Above the massive columns on the post office’s facade is the inscription, “Neither snow nor rain nor heat nor gloom of night stays these couriers from the swift completion of their appointed rounds.” There are perhaps no words ever written that reflect the importance and stature of the postal system of 100 years ago. Those words were never the motto of the postal service, though most everyone thinks that they could have been.

A brief history of postal services of other countries is related with inscriptions in the upper corners of the building that cite the achievements of men like Sir Rowland Hill and Heinrich von Stephan. Like collecting stamps, a visit to this post office can be educational, if you know where to look.

The Farley Post Office’s ornate ceiling decorations in the main hall are emblems and coats of arms of various foreign nations. They are beautiful examples of the public art of that era that has largely disappeared. Also inside are some displays of postal equipment and of course, the philatelic window.

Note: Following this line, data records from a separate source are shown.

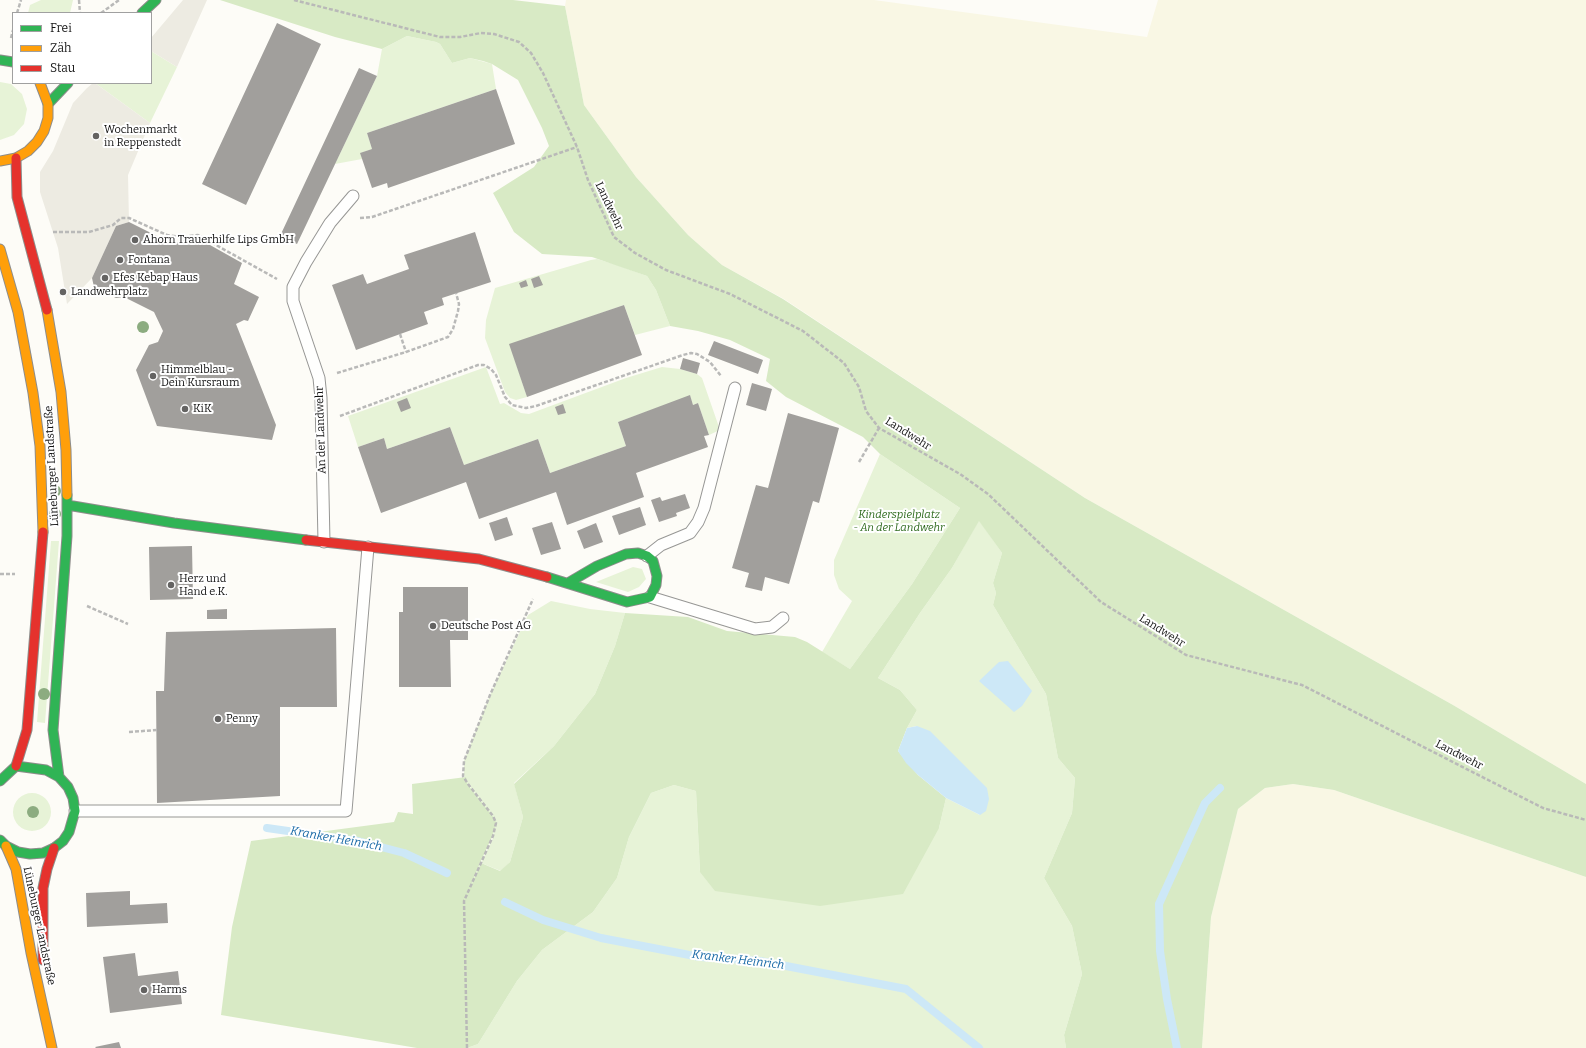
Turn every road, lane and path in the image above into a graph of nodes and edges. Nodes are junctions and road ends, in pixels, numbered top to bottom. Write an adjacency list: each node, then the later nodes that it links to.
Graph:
1 (21, 0): 6 (path)
2 (79, 0): 7 (path)
3 (119, 0): 8 (path)
4 (156, 0): 9 (main road)
5 (294, 0): 15 (path, Landwehr)
6 (17, 12)
7 (80, 12)
8 (102, 12)
9 (143, 12)
10 (0, 60): 11 (main road)
11 (12, 62)
12 (40, 84): 14 (main road)
13 (67, 84): 14 (main road)
14 (48, 104): 16 (main road)
15 (577, 147): 19 (path); 29 (path, Landwehr)
16 (16, 158): 17 (main road); 31 (main road, Lüneburger Landstraße)
17 (0, 161)
18 (353, 196): 19 (lane, An der Landwehr)
19 (330, 223): 26 (lane, An der Landwehr)
20 (53, 232): 22 (path)
21 (0, 249): 45 (main road, Lüneburger Landstraße)
22 (273, 277)
23 (456, 293): 25 (path)
24 (400, 334): 25 (path)
25 (406, 352): 26 (path)
26 (319, 378): 28 (lane, An der Landwehr)
27 (734, 388): 28 (path); 34 (lane)
28 (321, 423): 32 (lane, An der Landwehr)
29 (879, 428): 30 (path); 49 (path, Landwehr)
30 (859, 462)
31 (67, 505): 32 (main road); 46 (main road, Lüneburger Landstraße)
32 (324, 542): 33 (main road)
33 (368, 547): 37 (main road); 48 (lane)
34 (647, 556): 38 (main road); 39 (main road)
35 (0, 574): 36 (path)
36 (10, 574)
37 (542, 576): 38 (main road); 54 (path)
38 (568, 583): 39 (main road)
39 (650, 597): 41 (lane)
40 (82, 604): 42 (path)
41 (783, 618)
42 (128, 624)
43 (157, 730): 44 (path)
44 (129, 732)
45 (16, 766): 46 (main road); 47 (main road)
46 (60, 777): 48 (main road)
47 (0, 781)
48 (75, 810): 51 (main road)
49 (1586, 820)
50 (3, 843): 51 (main road); 52 (main road, Lüneburger Landstraße)
51 (54, 848): 52 (main road, Lüneburger Landstraße)
52 (45, 1012): 53 (main road, Lüneburger Landstraße)
53 (52, 1048)
54 (467, 1048)

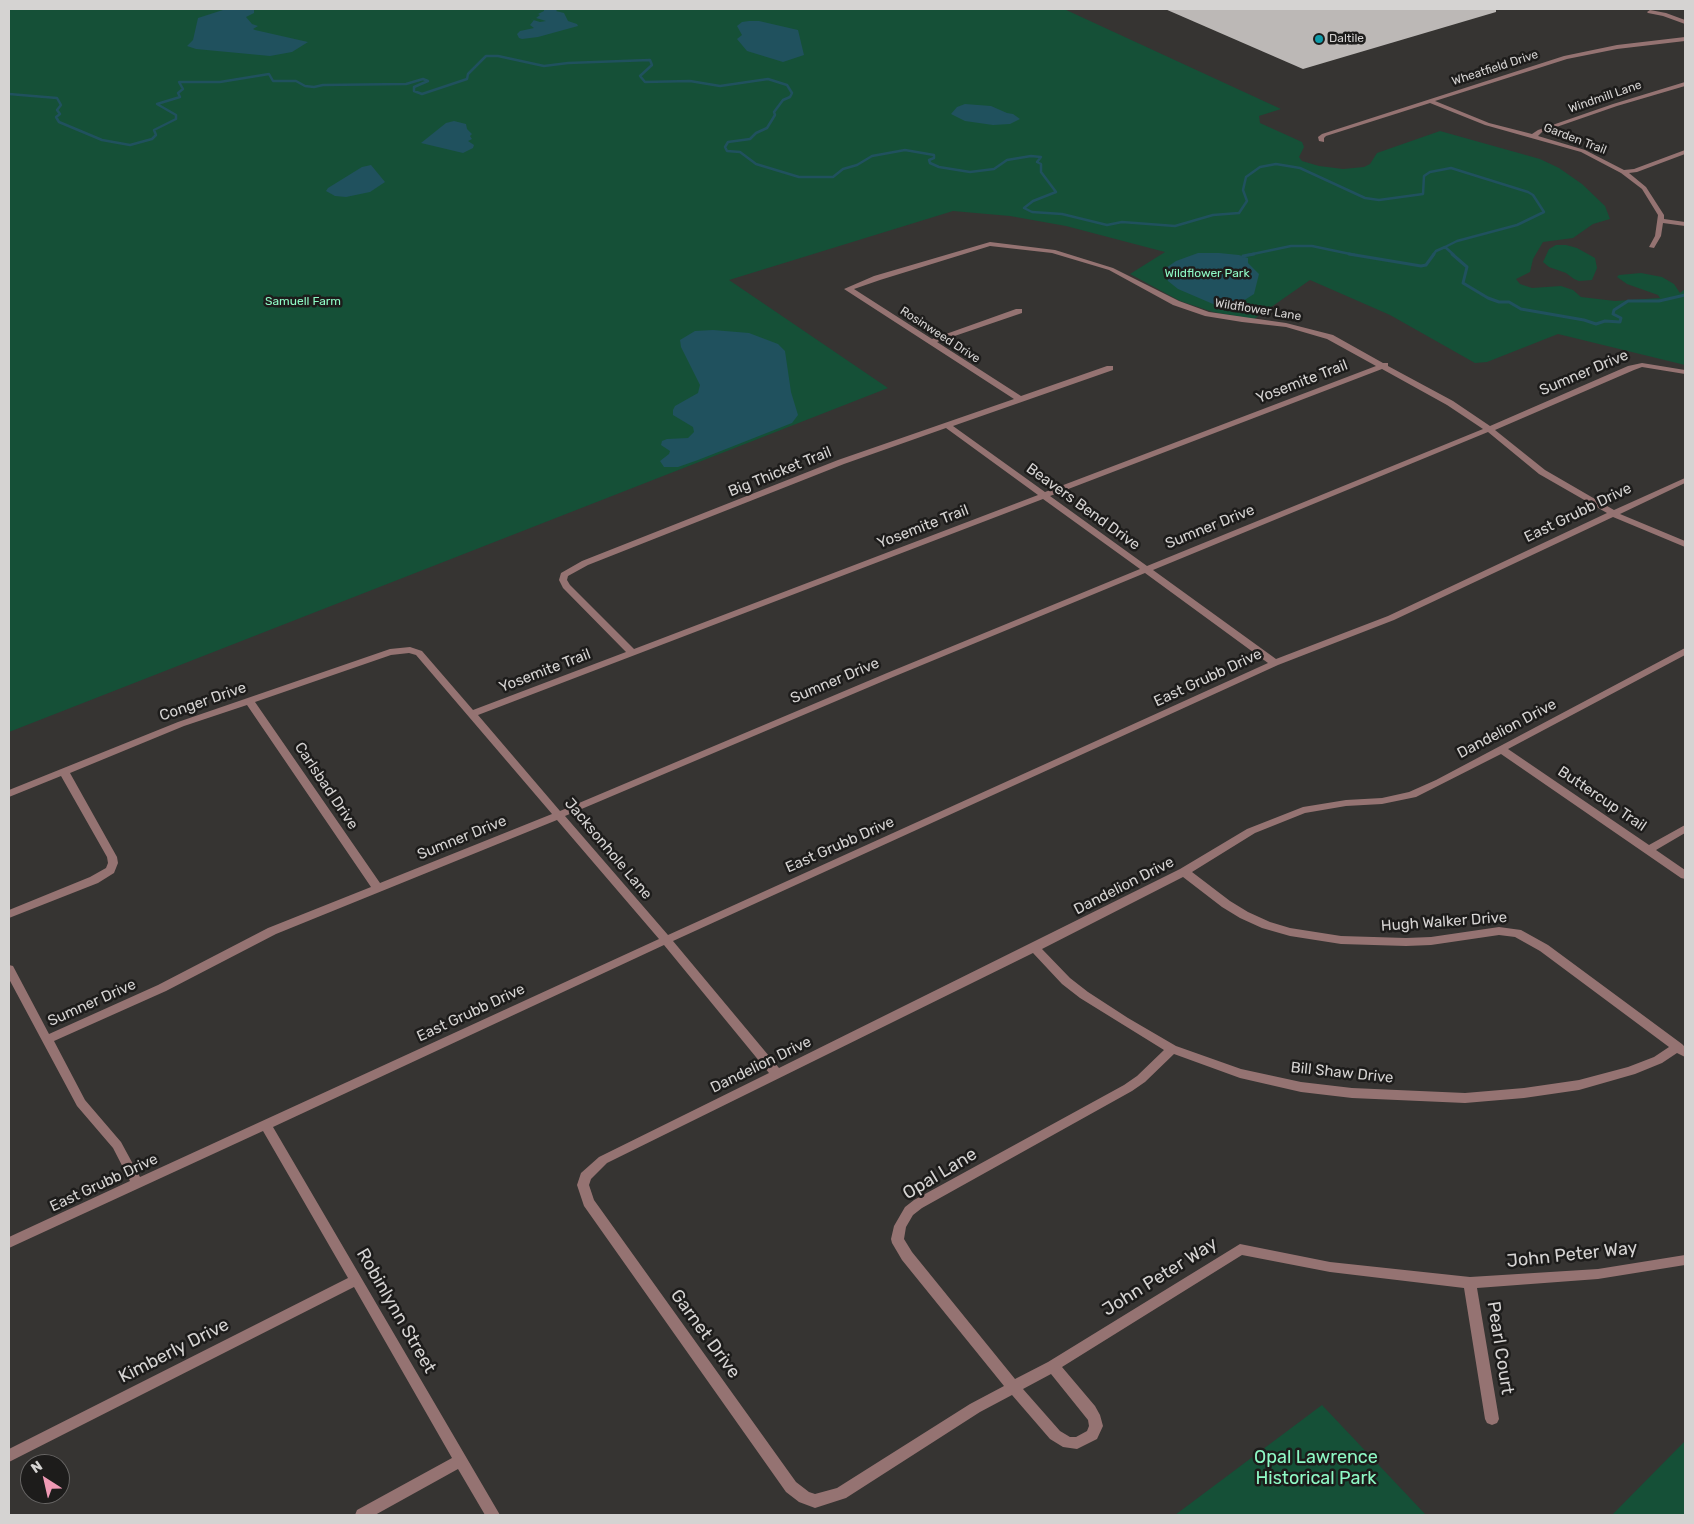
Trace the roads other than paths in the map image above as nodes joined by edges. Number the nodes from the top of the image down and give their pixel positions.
1 (1650, 12) dead end
2 (1685, 22) edge
3 (1685, 39) edge
4 (1685, 84) edge
5 (1430, 100) junction
6 (1534, 136) junction
7 (1322, 141) dead end
8 (1685, 152) edge
9 (1623, 172) junction
10 (1662, 221) junction
11 (1685, 224) edge
12 (1652, 246) dead end
13 (848, 289) joint
14 (1019, 311) dead end
15 (931, 342) junction
16 (1384, 365) junction
17 (1110, 368) dead end
18 (1685, 372) edge
19 (1020, 400) junction
20 (948, 426) junction
21 (1489, 429) junction
22 (1685, 480) edge
23 (1044, 496) junction
24 (1611, 513) junction
25 (1685, 544) edge
26 (1146, 570) junction
27 (410, 650) joint
28 (1685, 651) edge
29 (632, 652) junction
30 (1275, 664) junction
31 (250, 702) junction
32 (472, 714) junction
33 (1501, 749) junction
34 (64, 772) junction
35 (9, 794) edge
36 (559, 815) junction
37 (1685, 828) edge
38 (1649, 850) junction
39 (1184, 872) junction
40 (1685, 875) edge
41 (377, 888) junction
42 (9, 914) edge
43 (666, 940) junction
44 (1034, 948) junction
45 (9, 968) edge
46 (46, 1040) junction
47 (1172, 1049) junction
48 (1681, 1050) edge
49 (777, 1074) junction
50 (266, 1125) junction
51 (585, 1177) joint
52 (138, 1184) junction
53 (9, 1243) edge
54 (1685, 1260) edge
55 (356, 1280) junction
56 (1470, 1283) junction
57 (1053, 1366) junction
58 (1014, 1388) junction
59 (1492, 1419) dead end
60 (9, 1456) edge
61 (461, 1460) junction
62 (815, 1501) joint
63 (362, 1515) edge
64 (493, 1515) edge

1 - 2 street
3 - 5 street, Wheatfield Drive
4 - 6 street, Windmill Lane
5 - 6 street, Garden Trail
5 - 7 street, Wheatfield Drive
6 - 9 street, Garden Trail
8 - 9 street
9 - 10 street, Garden Trail
10 - 11 street
10 - 12 street
13 - 15 street, Rosinweed Drive
13 - 16 street, Wildflower Lane
14 - 15 street
15 - 19 street, Rosinweed Drive
16 - 21 street, Wildflower Lane
16 - 23 street, Yosemite Trail
17 - 19 street, Big Thicket Trail
18 - 21 street, Sumner Drive
19 - 20 street, Big Thicket Trail
20 - 23 street, Beavers Bend Drive
20 - 29 street, Big Thicket Trail
21 - 24 street, Wildflower Lane
21 - 26 street, Sumner Drive
22 - 24 street, East Grubb Drive
23 - 26 street, Beavers Bend Drive
23 - 29 street, Yosemite Trail
24 - 25 street, Wildflower Lane
24 - 30 street, East Grubb Drive
26 - 30 street, Beavers Bend Drive
26 - 36 street, Sumner Drive
27 - 31 street, Conger Drive
27 - 32 street, Jacksonhole Lane
28 - 33 street, Dandelion Drive
29 - 32 street, Yosemite Trail
30 - 43 street, East Grubb Drive
31 - 34 street, Conger Drive
31 - 41 street, Carlsbad Drive
32 - 36 street, Jacksonhole Lane
33 - 38 street, Buttercup Trail
33 - 39 street, Dandelion Drive
34 - 35 street, Conger Drive
34 - 42 street
36 - 41 street, Sumner Drive
36 - 43 street, Jacksonhole Lane
37 - 38 street
38 - 40 street, Buttercup Trail
39 - 44 street, Dandelion Drive
39 - 48 street, Hugh Walker Drive
41 - 46 street, Sumner Drive
43 - 49 street, Jacksonhole Lane
43 - 50 street, East Grubb Drive
44 - 47 street, Bill Shaw Drive
44 - 49 street, Dandelion Drive
45 - 46 street
46 - 52 street
47 - 48 street, Bill Shaw Drive
47 - 58 street, Opal Lane
49 - 51 street, Dandelion Drive
50 - 52 street, East Grubb Drive
50 - 55 street, Robinlynn Street
51 - 62 street, Garnet Drive
52 - 53 street, East Grubb Drive
54 - 56 street, John Peter Way
55 - 60 street, Kimberly Drive
55 - 61 street, Robinlynn Street
56 - 57 street, John Peter Way
56 - 59 street, Pearl Court
57 - 58 street, John Peter Way
57 - 58 street, Opal Lane
58 - 62 street, John Peter Way
61 - 63 street
61 - 64 street, Robinlynn Street

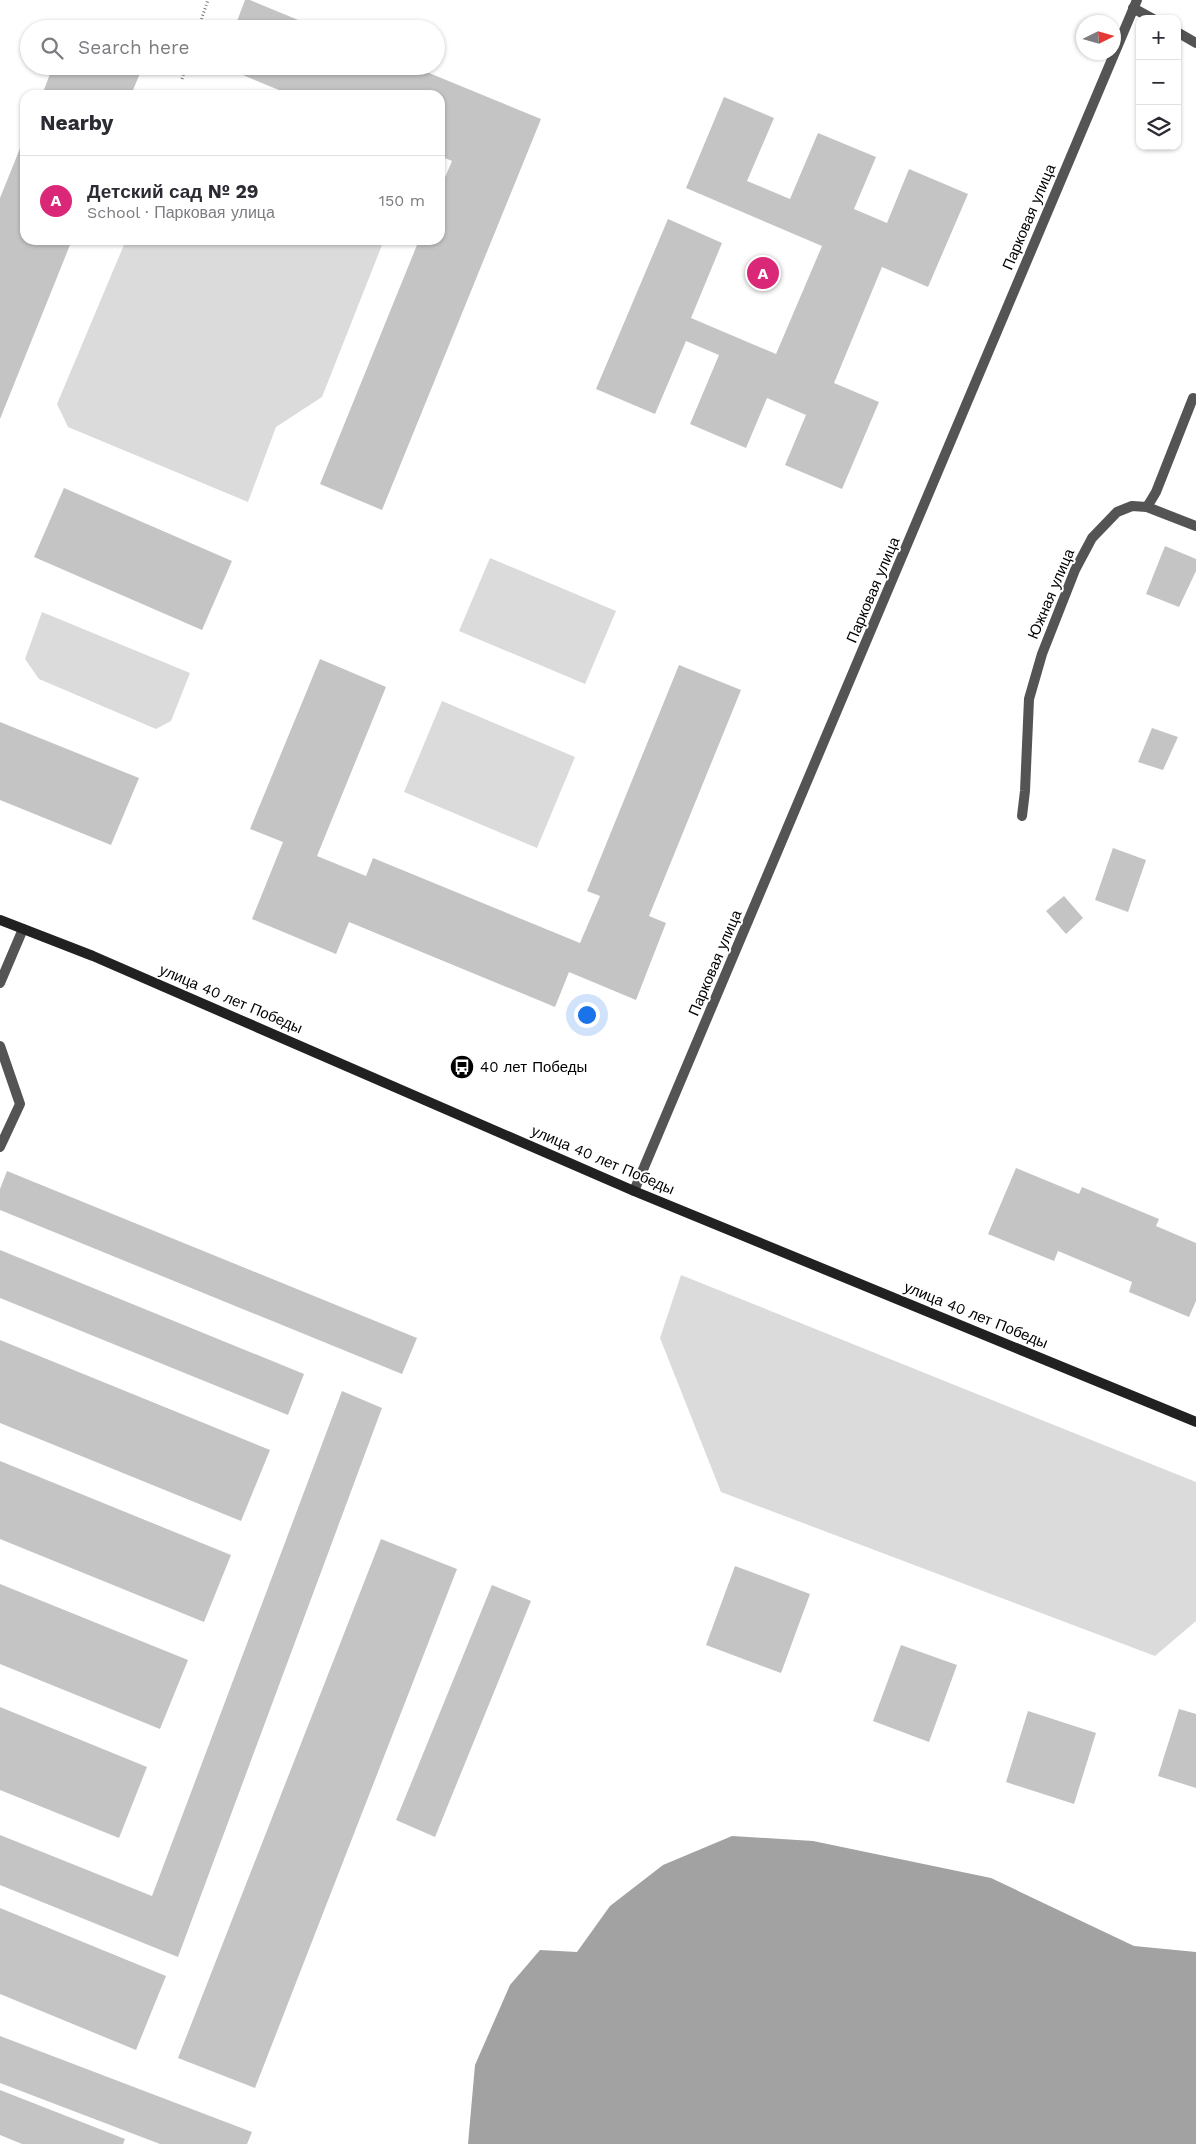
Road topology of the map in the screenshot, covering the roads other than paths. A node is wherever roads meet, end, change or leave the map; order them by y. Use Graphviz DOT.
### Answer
graph roads {
  1 [pos="1135,4"];
  2 [pos="1148,15"];
  3 [pos="1181,34"];
  4 [pos="1196,43"];
  5 [pos="1193,398"];
  6 [pos="1147,507"];
  7 [pos="1196,526"];
  8 [pos="1022,816"];
  9 [pos="0,920"];
  10 [pos="23,929"];
  11 [pos="0,983"];
  12 [pos="0,1046"];
  13 [pos="0,1147"];
  14 [pos="634,1191"];
  15 [pos="1196,1422"];
  1 -- 2 [label="street"];
  1 -- 14 [label="street, Парковая улица"];
  3 -- 4 [label="street"];
  5 -- 6 [label="street"];
  6 -- 7 [label="street"];
  6 -- 8 [label="street, Южная улица"];
  9 -- 10 [label="main road, улица 40 лет Победы"];
  10 -- 11 [label="street"];
  10 -- 14 [label="main road, улица 40 лет Победы"];
  12 -- 13 [label="street"];
  14 -- 15 [label="main road, улица 40 лет Победы"];
}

But alas, that which is open to the public at the Farley Post Office is pretty much it. Now mail largely goes by airplanes or trucks, not by trains. There is little going in the rest of the post office building. New York state has offices in the annex part of the building towards 9th Avenue. Most of the rest of the space is empty. There is a ghost town creepiness in an abandoned building. But for those who have been on tours behind these closed doors, there is also plenty remaining that shows how bustling the building once was.

There has been talk of converting some of the empty space into an extension of Amtrak’s train terminal in the neighboring Penn Station. But like many public works in New York, it takes a long time for plans to come to fruition. Because the Farley Post Office is on the National Register of Historic Places, it won’t meet the same fate as the original Pennsylvania Station, which was demolished in the 1960s.

For Linn’s Stamp News and the Scott Catalogues, I’m Marty Frankevicz. Enjoy your week in stamps.